▶ **WHAT YOU SHOULD DO**: Go through the records, and copy each line in which the string "pixel" is present.

Saved data entries
==========
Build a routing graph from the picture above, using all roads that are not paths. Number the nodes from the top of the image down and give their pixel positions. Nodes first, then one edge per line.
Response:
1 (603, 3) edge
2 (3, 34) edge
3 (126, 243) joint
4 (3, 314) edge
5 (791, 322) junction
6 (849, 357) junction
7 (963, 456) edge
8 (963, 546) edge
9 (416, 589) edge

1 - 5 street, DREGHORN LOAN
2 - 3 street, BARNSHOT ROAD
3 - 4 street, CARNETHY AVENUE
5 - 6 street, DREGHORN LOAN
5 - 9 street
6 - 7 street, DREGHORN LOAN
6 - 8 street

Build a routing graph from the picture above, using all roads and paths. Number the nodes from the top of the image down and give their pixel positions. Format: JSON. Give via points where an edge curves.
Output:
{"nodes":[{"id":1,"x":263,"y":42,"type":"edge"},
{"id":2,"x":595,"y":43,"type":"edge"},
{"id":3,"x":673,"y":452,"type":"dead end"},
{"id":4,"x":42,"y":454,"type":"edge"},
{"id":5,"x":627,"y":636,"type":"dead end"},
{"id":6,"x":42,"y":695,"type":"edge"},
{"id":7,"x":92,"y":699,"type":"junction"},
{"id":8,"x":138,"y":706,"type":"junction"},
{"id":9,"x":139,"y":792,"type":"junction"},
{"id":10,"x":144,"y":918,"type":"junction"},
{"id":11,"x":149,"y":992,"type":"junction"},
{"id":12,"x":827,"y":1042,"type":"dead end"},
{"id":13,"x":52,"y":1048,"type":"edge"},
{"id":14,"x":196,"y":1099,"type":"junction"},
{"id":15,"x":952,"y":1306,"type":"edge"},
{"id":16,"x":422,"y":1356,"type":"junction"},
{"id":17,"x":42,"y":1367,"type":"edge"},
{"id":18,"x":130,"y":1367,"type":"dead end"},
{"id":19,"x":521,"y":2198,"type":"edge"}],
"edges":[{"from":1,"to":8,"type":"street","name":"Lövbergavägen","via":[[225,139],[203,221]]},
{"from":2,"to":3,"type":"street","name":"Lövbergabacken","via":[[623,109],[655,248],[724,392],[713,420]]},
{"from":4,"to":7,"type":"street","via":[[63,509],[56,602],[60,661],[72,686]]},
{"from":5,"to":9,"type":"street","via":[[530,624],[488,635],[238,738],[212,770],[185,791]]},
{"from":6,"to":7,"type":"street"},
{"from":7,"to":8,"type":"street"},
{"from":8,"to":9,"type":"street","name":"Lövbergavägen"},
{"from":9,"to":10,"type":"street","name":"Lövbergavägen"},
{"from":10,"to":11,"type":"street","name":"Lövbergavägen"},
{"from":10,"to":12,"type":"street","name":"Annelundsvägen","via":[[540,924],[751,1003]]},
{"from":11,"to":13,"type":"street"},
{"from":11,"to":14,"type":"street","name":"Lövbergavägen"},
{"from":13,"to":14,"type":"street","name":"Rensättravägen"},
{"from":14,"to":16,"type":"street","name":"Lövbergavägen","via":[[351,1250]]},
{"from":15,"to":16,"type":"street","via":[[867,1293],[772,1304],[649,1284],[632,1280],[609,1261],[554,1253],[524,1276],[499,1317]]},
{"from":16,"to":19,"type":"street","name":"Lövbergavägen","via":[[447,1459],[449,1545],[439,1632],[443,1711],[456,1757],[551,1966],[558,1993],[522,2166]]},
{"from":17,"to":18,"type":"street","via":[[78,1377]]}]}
==========
▶ **RESPONSE TO THIS EXERCISE**:
Build a routing graph from the picture above, using all roads that are not paths. Number the nodes from the top of the image down and give their pixel positions. Nodes first, then one edge per line.
Build a routing graph from the picture above, using all roads and paths. Number the nodes from the top of the image down and give their pixel positions. Format: JSON. Give via points where an edge curves.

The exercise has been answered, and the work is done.